Records from a dataset:
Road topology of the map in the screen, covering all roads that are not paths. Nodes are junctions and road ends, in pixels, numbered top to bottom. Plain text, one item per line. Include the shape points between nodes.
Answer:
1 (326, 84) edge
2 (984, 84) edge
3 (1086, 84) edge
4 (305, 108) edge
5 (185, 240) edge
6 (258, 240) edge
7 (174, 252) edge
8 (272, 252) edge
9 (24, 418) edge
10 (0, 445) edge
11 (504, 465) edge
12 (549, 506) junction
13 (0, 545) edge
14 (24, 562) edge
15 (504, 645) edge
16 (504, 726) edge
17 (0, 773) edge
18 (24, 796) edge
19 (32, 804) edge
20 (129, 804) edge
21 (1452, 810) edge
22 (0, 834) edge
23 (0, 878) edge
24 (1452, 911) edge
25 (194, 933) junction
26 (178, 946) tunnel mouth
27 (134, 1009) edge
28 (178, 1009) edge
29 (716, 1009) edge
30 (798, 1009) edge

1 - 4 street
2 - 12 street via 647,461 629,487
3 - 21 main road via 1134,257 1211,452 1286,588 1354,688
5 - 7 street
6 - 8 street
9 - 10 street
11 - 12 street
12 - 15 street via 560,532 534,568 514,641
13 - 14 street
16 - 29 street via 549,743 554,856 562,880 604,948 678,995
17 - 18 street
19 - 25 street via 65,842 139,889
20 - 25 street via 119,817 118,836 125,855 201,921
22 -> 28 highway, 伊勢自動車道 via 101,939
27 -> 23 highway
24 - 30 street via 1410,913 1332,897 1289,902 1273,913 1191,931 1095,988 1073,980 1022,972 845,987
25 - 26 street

Your assignment:
Return every entry verbatim.

Finished exercise:
Road topology of the map in the screen, covering all roads that are not paths. Nodes are junctions and road ends, in pixels, numbered top to bottom. Plain text, one item per line. Include the shape points between nodes.
Answer:
1 (326, 84) edge
2 (984, 84) edge
3 (1086, 84) edge
4 (305, 108) edge
5 (185, 240) edge
6 (258, 240) edge
7 (174, 252) edge
8 (272, 252) edge
9 (24, 418) edge
10 (0, 445) edge
11 (504, 465) edge
12 (549, 506) junction
13 (0, 545) edge
14 (24, 562) edge
15 (504, 645) edge
16 (504, 726) edge
17 (0, 773) edge
18 (24, 796) edge
19 (32, 804) edge
20 (129, 804) edge
21 (1452, 810) edge
22 (0, 834) edge
23 (0, 878) edge
24 (1452, 911) edge
25 (194, 933) junction
26 (178, 946) tunnel mouth
27 (134, 1009) edge
28 (178, 1009) edge
29 (716, 1009) edge
30 (798, 1009) edge

1 - 4 street
2 - 12 street via 647,461 629,487
3 - 21 main road via 1134,257 1211,452 1286,588 1354,688
5 - 7 street
6 - 8 street
9 - 10 street
11 - 12 street
12 - 15 street via 560,532 534,568 514,641
13 - 14 street
16 - 29 street via 549,743 554,856 562,880 604,948 678,995
17 - 18 street
19 - 25 street via 65,842 139,889
20 - 25 street via 119,817 118,836 125,855 201,921
22 -> 28 highway, 伊勢自動車道 via 101,939
27 -> 23 highway
24 - 30 street via 1410,913 1332,897 1289,902 1273,913 1191,931 1095,988 1073,980 1022,972 845,987
25 - 26 street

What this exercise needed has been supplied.